Records drawn from a dataset:
───

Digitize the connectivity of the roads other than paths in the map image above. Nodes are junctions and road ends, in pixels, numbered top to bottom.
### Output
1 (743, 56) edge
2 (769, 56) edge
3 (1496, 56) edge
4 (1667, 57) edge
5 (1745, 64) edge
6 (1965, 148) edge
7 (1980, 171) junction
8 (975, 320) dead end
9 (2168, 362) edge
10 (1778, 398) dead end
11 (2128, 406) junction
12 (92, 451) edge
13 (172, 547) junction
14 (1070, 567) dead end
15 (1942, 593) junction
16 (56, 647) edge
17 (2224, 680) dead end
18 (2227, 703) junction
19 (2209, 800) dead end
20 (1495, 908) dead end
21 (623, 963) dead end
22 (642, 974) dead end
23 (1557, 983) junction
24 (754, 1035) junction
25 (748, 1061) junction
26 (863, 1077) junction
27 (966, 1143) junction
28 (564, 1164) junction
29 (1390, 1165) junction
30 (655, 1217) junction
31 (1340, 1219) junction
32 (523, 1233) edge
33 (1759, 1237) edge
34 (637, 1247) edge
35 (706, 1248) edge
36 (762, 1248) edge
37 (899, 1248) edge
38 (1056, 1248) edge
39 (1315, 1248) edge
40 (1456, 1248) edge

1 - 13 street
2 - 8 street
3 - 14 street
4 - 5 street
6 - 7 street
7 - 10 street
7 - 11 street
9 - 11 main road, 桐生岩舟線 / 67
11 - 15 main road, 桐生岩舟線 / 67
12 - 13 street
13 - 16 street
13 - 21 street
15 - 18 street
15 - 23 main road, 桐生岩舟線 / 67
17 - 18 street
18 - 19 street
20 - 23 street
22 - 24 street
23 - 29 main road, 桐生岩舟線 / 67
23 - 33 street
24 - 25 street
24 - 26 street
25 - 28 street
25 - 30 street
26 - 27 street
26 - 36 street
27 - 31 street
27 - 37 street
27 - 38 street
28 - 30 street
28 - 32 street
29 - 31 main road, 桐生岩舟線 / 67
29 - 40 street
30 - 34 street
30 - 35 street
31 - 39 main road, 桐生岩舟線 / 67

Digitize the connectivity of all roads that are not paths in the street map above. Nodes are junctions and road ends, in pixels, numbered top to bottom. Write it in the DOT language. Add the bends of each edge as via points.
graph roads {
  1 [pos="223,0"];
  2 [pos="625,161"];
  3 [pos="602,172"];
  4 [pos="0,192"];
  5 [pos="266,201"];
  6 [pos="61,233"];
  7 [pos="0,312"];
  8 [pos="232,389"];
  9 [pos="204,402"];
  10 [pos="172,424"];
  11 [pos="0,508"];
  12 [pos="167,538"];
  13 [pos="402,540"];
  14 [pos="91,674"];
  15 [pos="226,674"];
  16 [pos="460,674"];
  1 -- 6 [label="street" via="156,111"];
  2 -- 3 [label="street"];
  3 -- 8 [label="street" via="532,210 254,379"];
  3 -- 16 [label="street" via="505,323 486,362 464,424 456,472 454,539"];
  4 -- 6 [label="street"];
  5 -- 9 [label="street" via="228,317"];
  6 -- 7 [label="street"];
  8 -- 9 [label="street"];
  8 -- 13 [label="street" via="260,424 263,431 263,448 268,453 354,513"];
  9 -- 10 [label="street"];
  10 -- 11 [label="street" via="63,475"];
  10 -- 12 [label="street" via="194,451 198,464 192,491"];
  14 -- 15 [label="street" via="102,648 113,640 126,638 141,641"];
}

───

--- EXERCISE GOAL ---
Using only the data above, copy out the lines that include the word "ends".

--- WRITTEN REPLY ---
Digitize the connectivity of the roads other than paths in the map image above. Nodes are junctions and road ends, in pixels, numbered top to bottom.
Digitize the connectivity of all roads that are not paths in the street map above. Nodes are junctions and road ends, in pixels, numbered top to bottom. Write it in the DOT language. Add the bends of each edge as via points.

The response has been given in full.